What Will Music Education Be Like In 100 Years? That’s an intriguing question, isn’t it? If I could answer that question with certainty I could make a fortune lecturing at universities all over the country about how to prepare their music teachers to face the classroom in the coming century. And while I may not get rich off this idea, I do think I know the answer.

Lowell Mason

“I would teach children music, physics, and philosophy; but most importantly music, for the patterns in music and all the arts are the keys to learning.” – Plato

Let’s start by looking back at the beginning of music education in the public schools in this country. In 1833 in Boston, a banker and part-time church music director and composer named Lowell Mason created the Boston Academy of Music in hopes of improving church music in the area, but also for the purpose of introducing music education into the public schools. The school was an enormous success and enrolled over 3000 students in its first year.  Four years later, the success of the school could not be denied. Lowell Mason became the American public school system’s first music educator in 1837. It is important to note that this was an unpaid, volunteer position with no funding whatsoever. All supplies and expenses were paid for by Mason from his own pocket, but he did have complete control over the musical education of the entire Boston public school system until 1841 when he retired.

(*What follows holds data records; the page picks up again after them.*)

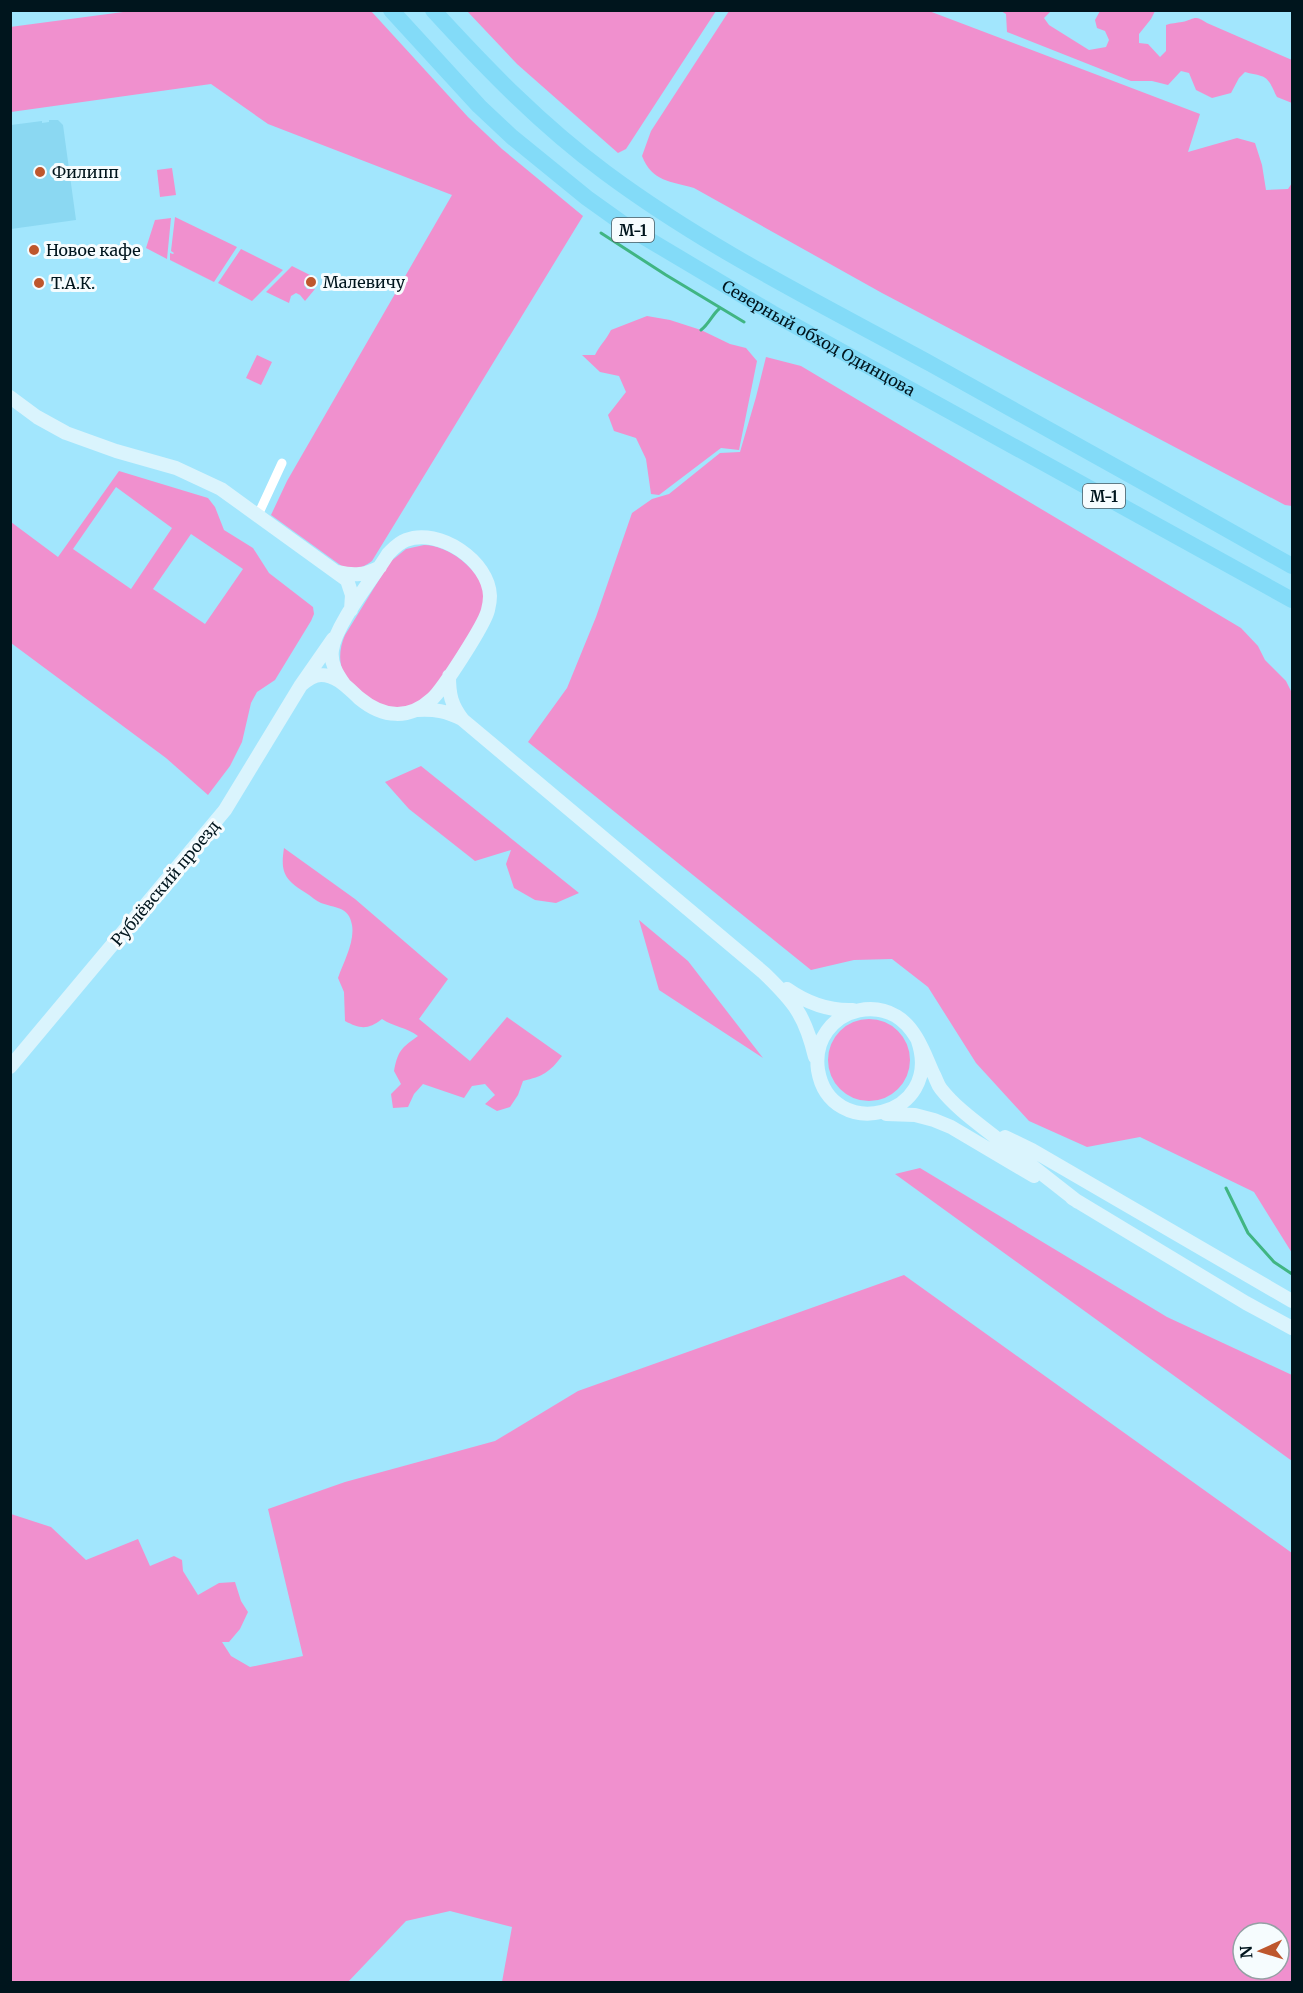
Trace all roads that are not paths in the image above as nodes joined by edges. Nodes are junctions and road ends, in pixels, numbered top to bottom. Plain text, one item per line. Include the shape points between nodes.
1 (391, 10) edge
2 (433, 10) edge
3 (10, 397) edge
4 (282, 463) dead end
5 (258, 515) junction
6 (1293, 566) edge
7 (380, 567) junction
8 (336, 571) junction
9 (1293, 600) edge
10 (351, 611) junction
11 (336, 634) junction
12 (449, 676) junction
13 (344, 684) junction
14 (301, 685) junction
15 (417, 710) junction
16 (464, 720) junction
17 (764, 973) junction
18 (870, 1009) junction
19 (918, 1041) junction
20 (10, 1067) edge
21 (819, 1074) junction
22 (878, 1114) junction
23 (977, 1123) junction
24 (1078, 1202) junction
25 (1293, 1301) edge
26 (1293, 1328) edge

1 - 9 highway, Северный обход Одинцова / М-1 via 478,106 587,198 629,228 772,313
2 - 6 highway, Северный обход Одинцова / М-1 via 533,114 647,202 787,286
3 - 5 street via 66,433 191,474
4 - 5 street
5 - 8 street
7 - 8 street via 359,575
7 - 10 street
7 - 12 street via 397,545 408,539 428,538 446,543 477,564 490,595 488,611
8 - 10 street via 347,580
10 - 11 street
11 - 13 street via 333,662
11 - 14 street, Рублёвский проезд
12 - 15 street via 434,697
12 - 16 street via 449,696
13 - 14 street via 321,675
13 - 15 street via 377,710 392,715
14 - 20 street, Рублёвский проезд via 225,810
15 - 16 street via 441,710
16 - 17 street
17 - 18 street via 809,1002 842,1010
17 - 21 street via 801,1014
18 - 19 street via 895,1016 909,1026
18 - 21 street via 845,1015 826,1032 819,1048
19 - 22 street via 922,1066 918,1083 902,1103
19 - 23 street via 939,1087
21 - 22 street via 837,1103 852,1111
22 - 24 street via 915,1115 943,1124
23 - 24 street
23 - 25 street via 1032,1150
24 - 26 street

100 years ago most music education was found in community schools, not public schools. The majority of children still weren’t studying music alongside mathematics and history. They enrolled in separate schools of music to learn how to sing or play an instrument. Yet somehow in this time period, despite The Great War and a serious lack of musical education, our country experienced an explosion of new music called Jazz, and Swing, then Rock & Roll. Kids were picking up instruments anywhere they could in order to learn how to make music. Marching bands, community orchestras, and glee clubs sprang up everywhere. A lack of adequate funding, a second World War, the Cuban Missile Crisis, the Cold War, and Watergate didn’t seem to hinder the popularity of music and music education amongst young people. Some of the greatest strides and advancements in music education came from this very same time period.

“The school is the last expenditure upon which America should be willing to economize.” – Franklin D. Roosevelt

Today, despite all the tools at our disposal, university training programs, pedagogical resources, technological advancements, arts-education lobbyists, legislation, and enough music education advocacy materials and scientific studies to fill the Grand Canyon, we see our programs slowly dwindling away. Funding is cut, support is gutted, and some districts, even in the wonderful arts-friendly state of Texas, are completely eliminating arts-based education all together.

All of our public education music programs can be traced back to the impetus of a completely unfunded volunteer music teacher who worked a second job. Somehow our struggles in the profession don’t seem quite as bad. Could you and your music program survive under those circumstances? I suppose that would be up to you. Music has always been around, music teachers have always been around, and there have always been eager young minds ready to learn from it. And no matter the circumstances, music, its students, and its influence on our lives, has survived.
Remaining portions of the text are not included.